Start of PROVIDED DATA

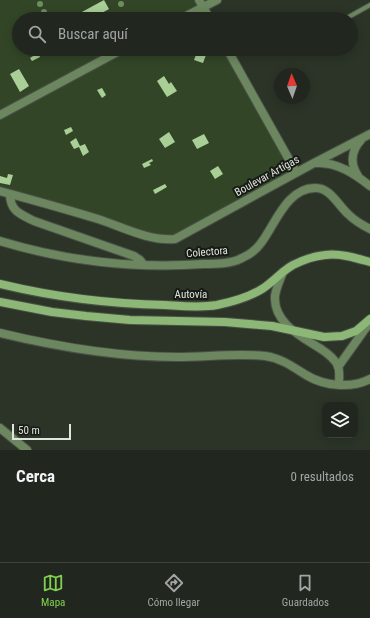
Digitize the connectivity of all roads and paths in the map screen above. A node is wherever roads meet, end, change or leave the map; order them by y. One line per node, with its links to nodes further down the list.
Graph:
1 (217, 0): 2 (street)
2 (202, 4): 4 (street)
3 (370, 5): 5 (lane)
4 (190, 12)
5 (358, 12)
6 (110, 56): 8 (street)
7 (231, 56): 11 (street)
8 (0, 115)
9 (366, 136): 10 (street, Boulevar Artígas); 12 (street)
10 (314, 163): 11 (street, Boulevar Artígas); 12 (street)
11 (296, 172): 15 (street, Boulevar Artígas)
12 (358, 177): 13 (street)
13 (370, 186)
14 (0, 191): 15 (street)
15 (10, 194): 19 (street)
16 (370, 229): 19 (street, Colectora)
17 (0, 241): 19 (street, Colectora)
18 (370, 262): 20 (street, Autovía)
19 (144, 265)
20 (283, 272): 21 (street, Autovía); 25 (street)
21 (0, 284)
22 (0, 302): 25 (street)
23 (370, 319): 25 (street)
24 (370, 322): 27 (street)
25 (291, 330): 27 (street)
26 (0, 333): 29 (street)
27 (338, 367): 29 (street)
28 (370, 379): 29 (street)
29 (339, 385)
30 (0, 428): 31 (street)
31 (27, 450)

End of PROVIDED DATA

# TASK TO COMPLETE
Leave the images out and give the rest of the data again exactly.

# WRITTEN ANSWER
Digitize the connectivity of all roads and paths in the map screen above. A node is wherever roads meet, end, change or leave the map; order them by y. One line per node, with its links to nodes further down the list.
Graph:
1 (217, 0): 2 (street)
2 (202, 4): 4 (street)
3 (370, 5): 5 (lane)
4 (190, 12)
5 (358, 12)
6 (110, 56): 8 (street)
7 (231, 56): 11 (street)
8 (0, 115)
9 (366, 136): 10 (street, Boulevar Artígas); 12 (street)
10 (314, 163): 11 (street, Boulevar Artígas); 12 (street)
11 (296, 172): 15 (street, Boulevar Artígas)
12 (358, 177): 13 (street)
13 (370, 186)
14 (0, 191): 15 (street)
15 (10, 194): 19 (street)
16 (370, 229): 19 (street, Colectora)
17 (0, 241): 19 (street, Colectora)
18 (370, 262): 20 (street, Autovía)
19 (144, 265)
20 (283, 272): 21 (street, Autovía); 25 (street)
21 (0, 284)
22 (0, 302): 25 (street)
23 (370, 319): 25 (street)
24 (370, 322): 27 (street)
25 (291, 330): 27 (street)
26 (0, 333): 29 (street)
27 (338, 367): 29 (street)
28 (370, 379): 29 (street)
29 (339, 385)
30 (0, 428): 31 (street)
31 (27, 450)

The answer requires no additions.